[Collection entries]
---
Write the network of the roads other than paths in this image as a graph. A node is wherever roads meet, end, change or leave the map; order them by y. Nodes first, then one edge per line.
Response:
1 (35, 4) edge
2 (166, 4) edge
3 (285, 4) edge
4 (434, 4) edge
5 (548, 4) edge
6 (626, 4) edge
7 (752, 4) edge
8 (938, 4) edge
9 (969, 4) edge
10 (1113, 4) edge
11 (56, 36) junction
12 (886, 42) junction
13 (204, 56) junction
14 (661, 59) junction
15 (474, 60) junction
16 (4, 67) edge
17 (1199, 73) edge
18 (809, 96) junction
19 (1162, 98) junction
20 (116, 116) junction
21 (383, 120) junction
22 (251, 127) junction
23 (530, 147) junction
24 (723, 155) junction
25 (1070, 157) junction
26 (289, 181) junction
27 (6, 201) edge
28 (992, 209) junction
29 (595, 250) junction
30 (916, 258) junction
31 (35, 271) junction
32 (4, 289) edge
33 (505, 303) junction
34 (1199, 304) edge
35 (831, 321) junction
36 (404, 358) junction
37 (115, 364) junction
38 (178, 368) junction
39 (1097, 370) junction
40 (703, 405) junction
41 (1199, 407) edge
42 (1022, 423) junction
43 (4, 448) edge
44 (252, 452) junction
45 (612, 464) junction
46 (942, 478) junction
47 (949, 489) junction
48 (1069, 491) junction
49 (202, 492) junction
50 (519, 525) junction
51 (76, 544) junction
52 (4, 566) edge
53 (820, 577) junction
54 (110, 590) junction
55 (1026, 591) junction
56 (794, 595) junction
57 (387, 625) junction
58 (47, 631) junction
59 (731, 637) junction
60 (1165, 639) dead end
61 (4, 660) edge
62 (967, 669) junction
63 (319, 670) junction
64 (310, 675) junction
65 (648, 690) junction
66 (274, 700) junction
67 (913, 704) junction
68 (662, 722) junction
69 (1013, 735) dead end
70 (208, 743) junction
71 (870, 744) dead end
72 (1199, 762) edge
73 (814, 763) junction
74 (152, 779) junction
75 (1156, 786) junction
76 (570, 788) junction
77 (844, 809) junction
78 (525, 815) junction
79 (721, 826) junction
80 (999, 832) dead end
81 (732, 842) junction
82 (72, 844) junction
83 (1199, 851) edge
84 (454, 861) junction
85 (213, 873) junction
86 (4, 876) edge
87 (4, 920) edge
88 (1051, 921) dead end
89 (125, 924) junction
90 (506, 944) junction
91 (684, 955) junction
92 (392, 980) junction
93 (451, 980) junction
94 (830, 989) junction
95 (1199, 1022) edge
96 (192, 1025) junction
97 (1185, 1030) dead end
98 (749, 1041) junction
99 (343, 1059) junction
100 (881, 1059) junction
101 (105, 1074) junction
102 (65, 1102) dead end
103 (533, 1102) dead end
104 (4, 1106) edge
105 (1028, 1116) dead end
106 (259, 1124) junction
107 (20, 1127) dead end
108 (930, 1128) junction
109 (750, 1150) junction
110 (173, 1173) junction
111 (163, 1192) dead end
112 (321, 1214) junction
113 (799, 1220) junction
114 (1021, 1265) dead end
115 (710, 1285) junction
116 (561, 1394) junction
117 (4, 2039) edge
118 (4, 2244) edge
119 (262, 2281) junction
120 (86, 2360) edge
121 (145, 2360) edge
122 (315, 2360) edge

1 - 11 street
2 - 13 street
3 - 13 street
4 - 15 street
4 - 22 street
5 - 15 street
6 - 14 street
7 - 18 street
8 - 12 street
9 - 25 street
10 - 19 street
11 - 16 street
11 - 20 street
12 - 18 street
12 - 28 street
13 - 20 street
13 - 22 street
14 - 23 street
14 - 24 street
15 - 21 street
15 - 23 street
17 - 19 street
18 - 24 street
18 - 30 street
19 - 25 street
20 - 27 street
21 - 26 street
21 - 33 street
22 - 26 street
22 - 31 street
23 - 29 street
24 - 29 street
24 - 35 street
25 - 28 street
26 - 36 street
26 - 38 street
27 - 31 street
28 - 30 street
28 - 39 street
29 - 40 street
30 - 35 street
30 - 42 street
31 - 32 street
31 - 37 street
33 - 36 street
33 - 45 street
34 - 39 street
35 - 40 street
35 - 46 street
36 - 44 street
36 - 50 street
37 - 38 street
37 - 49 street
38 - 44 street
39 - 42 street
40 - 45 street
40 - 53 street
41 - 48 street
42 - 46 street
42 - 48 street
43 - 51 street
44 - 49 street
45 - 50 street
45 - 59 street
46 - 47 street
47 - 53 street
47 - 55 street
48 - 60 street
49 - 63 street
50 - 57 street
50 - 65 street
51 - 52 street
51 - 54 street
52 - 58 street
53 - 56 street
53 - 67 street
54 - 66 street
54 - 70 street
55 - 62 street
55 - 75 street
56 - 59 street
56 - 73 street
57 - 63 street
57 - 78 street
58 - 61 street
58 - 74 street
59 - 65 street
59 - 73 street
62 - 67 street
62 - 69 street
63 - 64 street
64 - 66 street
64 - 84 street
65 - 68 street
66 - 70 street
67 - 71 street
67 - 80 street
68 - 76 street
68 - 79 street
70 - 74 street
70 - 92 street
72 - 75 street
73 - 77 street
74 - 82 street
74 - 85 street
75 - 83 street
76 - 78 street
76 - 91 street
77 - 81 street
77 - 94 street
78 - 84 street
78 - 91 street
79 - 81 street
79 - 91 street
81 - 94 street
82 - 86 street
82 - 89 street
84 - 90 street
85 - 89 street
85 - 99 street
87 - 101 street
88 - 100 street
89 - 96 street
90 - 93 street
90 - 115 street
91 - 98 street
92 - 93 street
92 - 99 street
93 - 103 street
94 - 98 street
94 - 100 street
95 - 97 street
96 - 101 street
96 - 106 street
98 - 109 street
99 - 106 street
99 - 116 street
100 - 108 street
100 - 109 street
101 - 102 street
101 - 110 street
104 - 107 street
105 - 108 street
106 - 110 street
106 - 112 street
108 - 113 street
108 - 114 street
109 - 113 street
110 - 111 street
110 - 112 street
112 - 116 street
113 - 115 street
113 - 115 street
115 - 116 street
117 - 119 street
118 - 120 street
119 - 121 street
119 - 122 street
---
Task to carry out: Output the number of lines in the records above that contain the string "dead", and no other text.

Solution to this exercise: 12